In either case though, it just may not be compelling. If he was an abuser a decade ago that doesn’t mean he is still one, so while it is relevant even if it is allowed it may not sway the judge.

That’s horrible that the charges were dismissed without you being informed.

Kai said:
That’s horrible that the charges were dismissed without you being informed.

It was mostly because I was just in shock when it happened… I was supposed to go the next day but I went numb and couldn’t get out of bed. The arresting officer was a friend of his… a lot of things were not looked at in my case and he definitely had people helping him. It was my fault because I didn’t have any fight left in me at that point I was just broken! I wanted to get away and never have to look him in the face again.

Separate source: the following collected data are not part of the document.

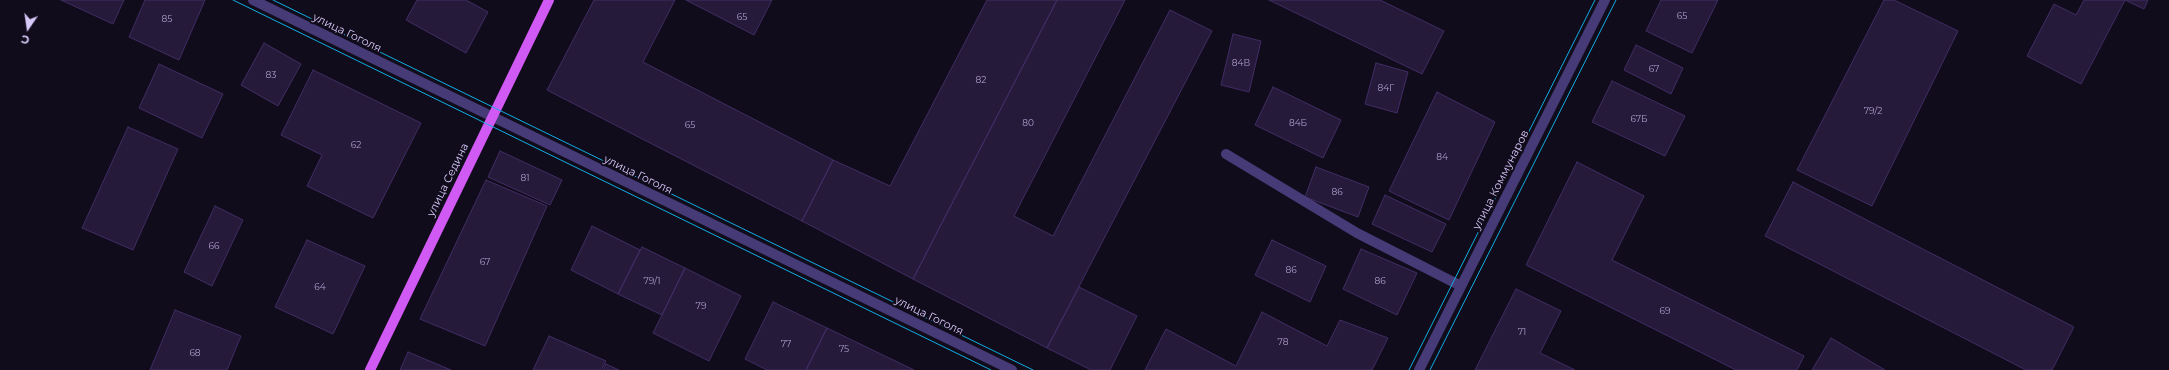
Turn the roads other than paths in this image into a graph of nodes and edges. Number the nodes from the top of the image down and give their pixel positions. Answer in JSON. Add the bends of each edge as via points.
{"nodes":[{"id":1,"x":253,"y":0,"type":"edge"},
{"id":2,"x":549,"y":0,"type":"edge"},
{"id":3,"x":1605,"y":0,"type":"edge"},
{"id":4,"x":492,"y":117,"type":"junction"},
{"id":5,"x":1226,"y":154,"type":"dead end"},
{"id":6,"x":1461,"y":286,"type":"junction"},
{"id":7,"x":370,"y":370,"type":"edge"},
{"id":8,"x":1012,"y":370,"type":"edge"},
{"id":9,"x":1419,"y":370,"type":"edge"}],
"edges":[{"from":1,"to":4,"type":"street","name":"улица Гоголя"},
{"from":2,"to":4,"type":"main road","name":"улица Седина"},
{"from":3,"to":6,"type":"street","name":"улица Коммунаров"},
{"from":4,"to":7,"type":"main road","name":"улица Седина"},
{"from":4,"to":8,"type":"street","name":"улица Гоголя"},
{"from":5,"to":6,"type":"street","via":[[1357,233]]},
{"from":6,"to":9,"type":"street","name":"улица Коммунаров"}]}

Talk to the DA’s office about her case as you share a child with the accused. Tell them you are willing to testify in her defense if she needs a background witness. The DA’s office will refer the offer to the wife’s lawyer.

There will be questioning from the ex’s lawyer, so be prepared. Make sure you have all the relevant evidence to present for the wife’s side for the background questions that will be used to prove you are only doing this out of revenge. There will be very hard questions. If the wife’s lawyer is good, they will object to any questions not related to the case.

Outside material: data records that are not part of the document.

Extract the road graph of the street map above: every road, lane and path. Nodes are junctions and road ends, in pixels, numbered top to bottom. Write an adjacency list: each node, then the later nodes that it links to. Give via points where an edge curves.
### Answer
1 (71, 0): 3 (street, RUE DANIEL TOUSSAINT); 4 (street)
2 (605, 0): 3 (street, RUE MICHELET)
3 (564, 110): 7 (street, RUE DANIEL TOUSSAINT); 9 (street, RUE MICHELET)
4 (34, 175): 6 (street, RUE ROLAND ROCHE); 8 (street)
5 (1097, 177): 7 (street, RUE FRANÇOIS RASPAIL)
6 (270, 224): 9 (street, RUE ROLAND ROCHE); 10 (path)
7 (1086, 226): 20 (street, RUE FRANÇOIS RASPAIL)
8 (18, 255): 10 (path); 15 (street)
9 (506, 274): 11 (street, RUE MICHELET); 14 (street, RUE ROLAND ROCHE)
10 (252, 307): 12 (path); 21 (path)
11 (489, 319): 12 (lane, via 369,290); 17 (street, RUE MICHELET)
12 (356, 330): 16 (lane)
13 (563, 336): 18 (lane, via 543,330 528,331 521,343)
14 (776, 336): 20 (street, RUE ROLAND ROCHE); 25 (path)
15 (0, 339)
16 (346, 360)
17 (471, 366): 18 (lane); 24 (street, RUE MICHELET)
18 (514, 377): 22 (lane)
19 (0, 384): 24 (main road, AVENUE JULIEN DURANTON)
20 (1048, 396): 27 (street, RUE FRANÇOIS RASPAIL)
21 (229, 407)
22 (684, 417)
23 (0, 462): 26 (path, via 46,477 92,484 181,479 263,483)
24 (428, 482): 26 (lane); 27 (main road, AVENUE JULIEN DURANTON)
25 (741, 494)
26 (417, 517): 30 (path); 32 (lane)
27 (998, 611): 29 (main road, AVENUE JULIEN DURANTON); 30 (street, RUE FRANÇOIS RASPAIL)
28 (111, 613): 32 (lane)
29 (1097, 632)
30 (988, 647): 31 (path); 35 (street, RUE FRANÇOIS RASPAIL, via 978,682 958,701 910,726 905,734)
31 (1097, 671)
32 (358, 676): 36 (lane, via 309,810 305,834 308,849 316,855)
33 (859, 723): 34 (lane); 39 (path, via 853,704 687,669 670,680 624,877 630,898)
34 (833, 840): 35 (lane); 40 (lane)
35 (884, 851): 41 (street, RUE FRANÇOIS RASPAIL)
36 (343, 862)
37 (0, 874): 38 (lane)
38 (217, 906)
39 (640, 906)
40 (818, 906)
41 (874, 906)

Have the police reports and the dismissal of charges. Those will be your best pieces of evidence in the wife’s favor. If there was body cam footage, ask to have that released and presented. Though it being over 10 years ago, there is a very slim chance that body cams were in use.

@Uma
Thank you!

@Uma
Also any photos of injuries this monster inflicted.

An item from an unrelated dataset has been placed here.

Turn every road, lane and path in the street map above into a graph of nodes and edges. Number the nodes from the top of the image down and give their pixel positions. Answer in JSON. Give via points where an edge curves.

Reach out to her and let her know you can be a witness and your daughter too if she’s an adult. Hopefully, she has an attorney and the attorney will probably order copies of your divorce/DV and get a declaration from you. If it goes to trial then they may subpoena you to testify at trial.

I understand you need to reach out, but I have seen it go really bad as well. Just make fully sure your X’s wife is really through with him. A former co-worker got beaten brutally by a “golden boy” from work and she was made out to be the problem at work and eventually had to quit. 6 months later, the golden boy did it to another gal at work. Girl 1 asked me to give girl 2 her new phone number; I refused as I knew girl 2 would go back to golden boy. Girl 1 convinced someone else to give girl 2 her number. Several weeks later the harassing calls to girl 1 started and girl 2 was talking trash about girl 1.

@Vey
What sort of work could this be!

I think you should reach out to his Wife first and gauge whether she would want you to testify and if so, then she can probably contact her victim-witness advocate and get your name to the prosecutor. I think being sensitive to what she wants in this instance is important. You can at least maybe be a confidant to her and help her and her daughter navigate this outside of the courtroom.

Contact the prosecutor’s office but as an ex you’re going to get hit hard when questioned if they do invite you to testify. So be mentally prepared.

Lennon said:
Contact the prosecutor’s office but as an ex you’re going to get hit hard when questioned if they do invite you to testify. So be mentally prepared.

“Hit hard” in what way? They can’t ask irrelevant questions. They would ask about abuse.

@Blake
Her abuse could be totally irrelevant. Due to the rules of evidence and such.

@Blake
That’s not all they ask; they usually ask questions about the person’s history to prove they’re a credible witness. And they’re going to assume she’s so eager to help because her own case got thrown out so this is for spite. As long as she’s mentally prepared for the possibility she’ll be fine.

@Lennon
I went through it all during the custody battle. I know how easily it can go wrong! Thank you for the warning though it’s very true. I can be a character witness and so can my whole family. So fingers crossed it works out. I’m still waiting for a call back from the DA’s office and stepmom. I also have been speaking to his mother who is trying to get custody of the children until this is all figured out.